O’Malley pede “procedimentos mais claros para casos envolvendo bispos”, invoca “protocolos transparentes e coerentes para garantir a justiça às vítimas e para responder adequadamente à indignação legítima da comunidade” nos Estados Unidos, assim como resto do mundo e, em suma, escreve claramente: “A Igreja precisa de uma política forte e abrangente para lidar com as violações dos votos de celibato por parte de bispos em casos de abuso criminoso de menores e em casos envolvendo adultos”
Em Santiago, o cardeal Ricardo Ezzati acaba de receber uma intimação para o 21 de agosto por parte da Procuradoria da região de O’Higgins e está sendo investigado por ocultação de abusos cometidos por sacerdotes chilenos: o escândalo que abalou a Igreja chilena resultou até agora em 158 suspeitos de violência contra menores ou de encobrimentos.
Em Melbourne, o cardeal George Pell está sendo processado por abuso. Do Chile à Austrália, o problema é sério e decorre de décadas de omissão. Foi Bento XVI quem denunciou publicamente e rompeu a mentalidade do acobertamento que pretendia, assim, “defender a instituição”, quem definiu a “tolerância zero” e a prevenção continuada por Francisco.
Mas a Igreja muitas vezes se viu perseguindo escândalos que, frequentemente, emergem do passado. O mais recente e mais surpreendente, a ponto de levar O’Malley a denunciar a “lacuna” quando se trata de altas hierarquias eclesiais, é o caso do cardeal emérito de Washington, Theodore McCarrick, 88 anos, acusado, entre outras coisas, de ter abusado de um adolescente há 45 anos, quando ele ainda era um simples padre em Nova York.
O arcebispo emérito defende a sua inocência, mas as investigações estão em andamento. Enquanto isso, por indicação do papa, o cardeal Pietro Parolin, secretário de Estado vaticano, impôs a McCarrick que “não exerça seu ministério sacerdotal em público”.
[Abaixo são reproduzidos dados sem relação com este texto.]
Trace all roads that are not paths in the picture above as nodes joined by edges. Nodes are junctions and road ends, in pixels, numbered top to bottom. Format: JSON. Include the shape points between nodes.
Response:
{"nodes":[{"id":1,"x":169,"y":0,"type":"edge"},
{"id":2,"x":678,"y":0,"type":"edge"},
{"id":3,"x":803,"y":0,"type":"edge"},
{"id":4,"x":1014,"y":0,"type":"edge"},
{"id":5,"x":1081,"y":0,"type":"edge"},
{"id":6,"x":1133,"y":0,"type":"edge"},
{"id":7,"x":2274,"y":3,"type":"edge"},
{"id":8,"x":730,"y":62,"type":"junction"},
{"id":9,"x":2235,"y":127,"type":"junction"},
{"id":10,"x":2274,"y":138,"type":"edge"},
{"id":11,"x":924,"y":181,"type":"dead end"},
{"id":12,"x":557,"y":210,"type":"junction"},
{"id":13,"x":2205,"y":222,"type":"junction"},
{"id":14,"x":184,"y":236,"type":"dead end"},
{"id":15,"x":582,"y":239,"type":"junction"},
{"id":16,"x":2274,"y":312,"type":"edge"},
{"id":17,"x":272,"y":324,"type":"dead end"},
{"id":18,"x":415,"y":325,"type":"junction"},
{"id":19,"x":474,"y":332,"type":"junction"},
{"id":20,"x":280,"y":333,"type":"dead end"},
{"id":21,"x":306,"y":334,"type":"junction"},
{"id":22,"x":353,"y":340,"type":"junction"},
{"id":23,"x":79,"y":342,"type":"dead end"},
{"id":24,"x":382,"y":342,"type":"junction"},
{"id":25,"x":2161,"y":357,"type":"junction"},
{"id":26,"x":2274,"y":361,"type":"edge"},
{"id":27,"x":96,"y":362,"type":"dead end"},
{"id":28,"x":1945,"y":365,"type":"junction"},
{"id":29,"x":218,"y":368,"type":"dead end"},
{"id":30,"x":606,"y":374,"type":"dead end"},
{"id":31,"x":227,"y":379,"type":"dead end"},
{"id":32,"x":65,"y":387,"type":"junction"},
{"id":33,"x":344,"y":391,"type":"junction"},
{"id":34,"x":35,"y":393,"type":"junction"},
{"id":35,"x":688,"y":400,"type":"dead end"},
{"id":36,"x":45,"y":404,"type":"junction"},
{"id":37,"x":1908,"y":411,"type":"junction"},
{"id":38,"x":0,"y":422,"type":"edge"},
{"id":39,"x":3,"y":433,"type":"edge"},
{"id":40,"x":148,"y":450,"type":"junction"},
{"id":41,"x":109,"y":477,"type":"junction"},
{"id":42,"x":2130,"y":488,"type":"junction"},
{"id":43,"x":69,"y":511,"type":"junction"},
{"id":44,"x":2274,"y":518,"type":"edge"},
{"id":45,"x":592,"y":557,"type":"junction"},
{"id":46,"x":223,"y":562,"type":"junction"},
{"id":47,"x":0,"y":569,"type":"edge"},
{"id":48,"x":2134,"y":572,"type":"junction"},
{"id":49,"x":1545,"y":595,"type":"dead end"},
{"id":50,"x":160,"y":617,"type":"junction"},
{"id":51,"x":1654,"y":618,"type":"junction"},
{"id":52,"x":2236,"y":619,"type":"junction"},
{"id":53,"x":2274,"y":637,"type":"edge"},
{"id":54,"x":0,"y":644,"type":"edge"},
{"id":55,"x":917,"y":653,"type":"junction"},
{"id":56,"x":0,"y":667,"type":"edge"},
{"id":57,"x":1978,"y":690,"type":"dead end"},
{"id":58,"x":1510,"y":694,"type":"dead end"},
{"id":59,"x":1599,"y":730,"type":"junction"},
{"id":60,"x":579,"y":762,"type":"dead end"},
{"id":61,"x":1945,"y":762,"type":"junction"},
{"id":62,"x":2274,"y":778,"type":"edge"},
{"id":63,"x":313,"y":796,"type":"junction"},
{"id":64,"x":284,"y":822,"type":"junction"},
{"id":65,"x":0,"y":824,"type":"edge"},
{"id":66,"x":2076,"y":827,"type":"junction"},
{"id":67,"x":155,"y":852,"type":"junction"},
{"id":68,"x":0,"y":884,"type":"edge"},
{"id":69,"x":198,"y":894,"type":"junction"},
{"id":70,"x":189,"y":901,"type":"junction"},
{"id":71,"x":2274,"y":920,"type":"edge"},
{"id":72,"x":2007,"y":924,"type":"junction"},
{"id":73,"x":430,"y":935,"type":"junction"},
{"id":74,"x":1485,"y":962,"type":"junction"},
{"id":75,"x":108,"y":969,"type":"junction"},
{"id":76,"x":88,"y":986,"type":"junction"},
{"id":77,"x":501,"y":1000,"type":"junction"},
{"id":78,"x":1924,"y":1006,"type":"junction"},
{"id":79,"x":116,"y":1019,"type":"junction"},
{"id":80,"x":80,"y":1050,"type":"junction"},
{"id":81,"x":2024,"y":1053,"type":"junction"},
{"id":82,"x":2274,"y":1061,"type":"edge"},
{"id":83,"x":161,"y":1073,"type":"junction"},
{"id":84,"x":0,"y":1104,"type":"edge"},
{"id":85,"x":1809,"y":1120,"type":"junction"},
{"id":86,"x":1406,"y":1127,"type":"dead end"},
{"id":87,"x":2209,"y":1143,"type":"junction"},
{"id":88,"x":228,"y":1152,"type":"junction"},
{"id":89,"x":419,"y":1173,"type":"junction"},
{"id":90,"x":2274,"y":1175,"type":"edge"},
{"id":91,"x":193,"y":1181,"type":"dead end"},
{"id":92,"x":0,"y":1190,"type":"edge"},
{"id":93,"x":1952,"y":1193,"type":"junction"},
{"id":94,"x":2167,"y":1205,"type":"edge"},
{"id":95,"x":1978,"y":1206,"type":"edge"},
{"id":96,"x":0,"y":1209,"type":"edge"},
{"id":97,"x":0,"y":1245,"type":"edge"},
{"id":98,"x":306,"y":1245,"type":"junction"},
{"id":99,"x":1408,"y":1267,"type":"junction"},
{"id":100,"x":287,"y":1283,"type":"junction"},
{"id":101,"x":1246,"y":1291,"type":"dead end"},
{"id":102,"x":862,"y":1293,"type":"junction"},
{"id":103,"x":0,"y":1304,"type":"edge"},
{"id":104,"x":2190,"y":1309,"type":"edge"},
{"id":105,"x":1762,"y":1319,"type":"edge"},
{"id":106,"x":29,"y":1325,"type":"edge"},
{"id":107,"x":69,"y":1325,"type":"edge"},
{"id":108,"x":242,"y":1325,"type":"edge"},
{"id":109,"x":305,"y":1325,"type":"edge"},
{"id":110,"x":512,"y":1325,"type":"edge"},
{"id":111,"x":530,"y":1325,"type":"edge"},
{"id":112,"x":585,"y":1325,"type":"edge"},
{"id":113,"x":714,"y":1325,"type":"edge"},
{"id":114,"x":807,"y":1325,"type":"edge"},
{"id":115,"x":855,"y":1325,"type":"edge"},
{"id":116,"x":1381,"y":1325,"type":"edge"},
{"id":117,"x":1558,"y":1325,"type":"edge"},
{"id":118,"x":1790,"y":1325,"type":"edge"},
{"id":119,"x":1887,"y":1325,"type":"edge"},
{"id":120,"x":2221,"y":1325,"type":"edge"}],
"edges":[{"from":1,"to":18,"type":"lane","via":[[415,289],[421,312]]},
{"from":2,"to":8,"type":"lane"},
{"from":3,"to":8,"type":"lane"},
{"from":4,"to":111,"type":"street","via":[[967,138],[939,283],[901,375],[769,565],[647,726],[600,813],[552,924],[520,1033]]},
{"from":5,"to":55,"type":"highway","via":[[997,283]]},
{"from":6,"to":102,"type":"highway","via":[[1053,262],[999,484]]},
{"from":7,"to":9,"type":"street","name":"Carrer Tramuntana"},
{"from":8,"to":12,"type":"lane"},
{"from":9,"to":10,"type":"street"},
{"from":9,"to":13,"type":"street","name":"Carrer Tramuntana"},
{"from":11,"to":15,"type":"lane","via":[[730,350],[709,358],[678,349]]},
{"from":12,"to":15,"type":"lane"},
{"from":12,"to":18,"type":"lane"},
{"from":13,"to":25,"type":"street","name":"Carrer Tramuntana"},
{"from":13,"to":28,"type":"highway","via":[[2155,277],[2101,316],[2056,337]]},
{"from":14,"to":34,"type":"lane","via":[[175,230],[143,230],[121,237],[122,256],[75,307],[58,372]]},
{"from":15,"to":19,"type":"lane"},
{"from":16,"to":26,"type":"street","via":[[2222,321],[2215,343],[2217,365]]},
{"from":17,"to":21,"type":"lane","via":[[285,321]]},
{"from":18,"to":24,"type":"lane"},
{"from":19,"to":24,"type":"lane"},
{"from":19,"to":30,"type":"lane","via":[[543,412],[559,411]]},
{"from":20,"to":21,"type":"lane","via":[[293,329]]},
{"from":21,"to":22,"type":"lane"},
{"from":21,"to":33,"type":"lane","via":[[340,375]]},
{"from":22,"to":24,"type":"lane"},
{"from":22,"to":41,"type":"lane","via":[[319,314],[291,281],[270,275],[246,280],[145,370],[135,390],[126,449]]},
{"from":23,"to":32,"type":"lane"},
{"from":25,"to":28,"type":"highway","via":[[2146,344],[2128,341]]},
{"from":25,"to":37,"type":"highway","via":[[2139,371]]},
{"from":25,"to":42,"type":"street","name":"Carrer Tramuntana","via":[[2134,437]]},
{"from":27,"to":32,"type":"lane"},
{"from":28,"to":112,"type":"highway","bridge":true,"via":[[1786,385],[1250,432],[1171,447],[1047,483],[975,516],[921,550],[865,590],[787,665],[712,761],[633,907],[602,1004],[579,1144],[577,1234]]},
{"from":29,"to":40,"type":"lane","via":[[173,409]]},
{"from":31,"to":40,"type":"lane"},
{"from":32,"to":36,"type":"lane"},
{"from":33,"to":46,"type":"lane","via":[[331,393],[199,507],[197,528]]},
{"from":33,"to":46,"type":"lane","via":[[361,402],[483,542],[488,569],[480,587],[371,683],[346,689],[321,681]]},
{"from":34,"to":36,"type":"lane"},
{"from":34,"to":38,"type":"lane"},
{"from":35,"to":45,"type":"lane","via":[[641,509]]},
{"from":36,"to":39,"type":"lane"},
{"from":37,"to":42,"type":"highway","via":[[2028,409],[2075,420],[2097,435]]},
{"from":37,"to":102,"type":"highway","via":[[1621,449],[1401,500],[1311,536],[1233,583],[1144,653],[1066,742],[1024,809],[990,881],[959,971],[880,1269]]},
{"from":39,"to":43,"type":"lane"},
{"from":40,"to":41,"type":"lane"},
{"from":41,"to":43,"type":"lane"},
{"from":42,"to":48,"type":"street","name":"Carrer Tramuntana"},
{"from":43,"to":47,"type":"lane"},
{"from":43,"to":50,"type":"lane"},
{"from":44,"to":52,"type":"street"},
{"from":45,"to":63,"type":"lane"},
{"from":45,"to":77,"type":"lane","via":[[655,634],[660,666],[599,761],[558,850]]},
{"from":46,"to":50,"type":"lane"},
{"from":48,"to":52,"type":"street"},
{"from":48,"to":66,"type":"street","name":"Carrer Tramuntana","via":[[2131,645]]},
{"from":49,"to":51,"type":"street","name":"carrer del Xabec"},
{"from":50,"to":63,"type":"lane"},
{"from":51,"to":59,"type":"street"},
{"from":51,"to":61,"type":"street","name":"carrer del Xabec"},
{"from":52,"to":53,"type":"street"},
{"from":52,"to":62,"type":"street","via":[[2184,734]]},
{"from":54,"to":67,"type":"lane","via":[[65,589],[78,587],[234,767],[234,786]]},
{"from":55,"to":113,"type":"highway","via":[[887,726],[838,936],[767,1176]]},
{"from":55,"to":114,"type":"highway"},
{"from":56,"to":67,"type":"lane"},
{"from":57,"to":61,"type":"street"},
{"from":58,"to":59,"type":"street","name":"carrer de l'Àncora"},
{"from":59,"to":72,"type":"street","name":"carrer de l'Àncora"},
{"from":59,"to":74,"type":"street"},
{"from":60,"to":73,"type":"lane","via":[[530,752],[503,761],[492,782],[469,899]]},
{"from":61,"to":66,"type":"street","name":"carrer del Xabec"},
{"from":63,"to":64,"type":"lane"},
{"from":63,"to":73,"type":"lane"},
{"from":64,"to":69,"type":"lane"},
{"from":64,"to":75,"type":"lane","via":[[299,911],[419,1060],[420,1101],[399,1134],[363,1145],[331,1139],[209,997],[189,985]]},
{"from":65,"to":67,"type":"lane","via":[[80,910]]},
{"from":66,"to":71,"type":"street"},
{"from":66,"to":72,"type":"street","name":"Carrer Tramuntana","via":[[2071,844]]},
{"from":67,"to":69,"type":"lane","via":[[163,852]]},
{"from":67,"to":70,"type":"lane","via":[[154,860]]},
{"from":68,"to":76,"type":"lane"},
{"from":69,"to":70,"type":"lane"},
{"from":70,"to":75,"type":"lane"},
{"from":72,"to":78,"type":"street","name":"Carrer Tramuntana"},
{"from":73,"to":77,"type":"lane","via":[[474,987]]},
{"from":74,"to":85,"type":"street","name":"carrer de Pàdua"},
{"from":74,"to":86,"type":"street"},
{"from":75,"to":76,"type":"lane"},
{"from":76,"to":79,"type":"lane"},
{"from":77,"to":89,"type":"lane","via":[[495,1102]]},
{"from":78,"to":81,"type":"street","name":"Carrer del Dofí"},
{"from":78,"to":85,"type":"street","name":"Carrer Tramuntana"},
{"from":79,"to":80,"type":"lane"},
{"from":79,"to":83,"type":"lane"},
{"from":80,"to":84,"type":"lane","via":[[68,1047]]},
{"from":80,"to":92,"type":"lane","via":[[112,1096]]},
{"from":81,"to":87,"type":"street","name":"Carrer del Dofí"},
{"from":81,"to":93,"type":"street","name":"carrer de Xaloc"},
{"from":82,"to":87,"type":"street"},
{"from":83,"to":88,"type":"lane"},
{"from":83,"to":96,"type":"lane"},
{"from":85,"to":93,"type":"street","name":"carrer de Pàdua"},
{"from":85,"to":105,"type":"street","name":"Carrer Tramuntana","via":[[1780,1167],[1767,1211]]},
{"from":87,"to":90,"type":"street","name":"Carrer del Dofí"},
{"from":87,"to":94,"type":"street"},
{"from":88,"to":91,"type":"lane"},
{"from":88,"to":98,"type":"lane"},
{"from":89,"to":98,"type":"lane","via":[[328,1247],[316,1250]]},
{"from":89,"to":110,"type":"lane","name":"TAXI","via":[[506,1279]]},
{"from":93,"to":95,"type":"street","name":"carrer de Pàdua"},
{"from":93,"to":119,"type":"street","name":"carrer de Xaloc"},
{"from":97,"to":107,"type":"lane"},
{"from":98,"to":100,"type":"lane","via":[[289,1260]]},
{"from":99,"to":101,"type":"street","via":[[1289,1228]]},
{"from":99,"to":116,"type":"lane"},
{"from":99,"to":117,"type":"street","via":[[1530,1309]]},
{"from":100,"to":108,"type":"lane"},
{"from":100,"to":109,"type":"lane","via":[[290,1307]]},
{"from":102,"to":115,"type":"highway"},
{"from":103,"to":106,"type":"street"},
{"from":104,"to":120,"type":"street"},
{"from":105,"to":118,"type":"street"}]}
Em 2000, McCarrick foi enviado por João Paulo II para liderar a diocese da capital dos Estados Unidos. Nos 15 anos anteriores, ele havia sido bispo em Newark. O cardeal de Newark, Joseph William Tobin, escreveu que sua diocese “nunca recebeu uma acusação de que o cardeal McCarrick tinha abusado de um menor”, mas “houve acusações no passado segundo as quais ele estava envolvido em relações sexuais com adultos”.
Como foi possível que, ao longo do tempo, ele fosse enviado para Washington e criado cardeal no ano seguinte, em 2001? Sobre o caso, a revista dos jesuítas America escreveu um editorial muito duro: “A Igreja e seus líderes deveriam se envergonhar da sua incapacidade”.
As palavras do cardeal O’Malley, além disso, vão além do caso estadunidense. Francisco havia dito com clareza em 2014: “Sobre esse problema, não haverá ‘filhinhos de papai’”. Em 2016, com o motu proprio “Como uma mãe amorosa”, o papa estabeleceu que, entre as “causas graves” que envolvem a remoção de um bispo, há também a “negligência” em relação aos casos de abuso sexual: deve ser expulso não só quem os comete, mas também quem os encobre ou permanece inerte.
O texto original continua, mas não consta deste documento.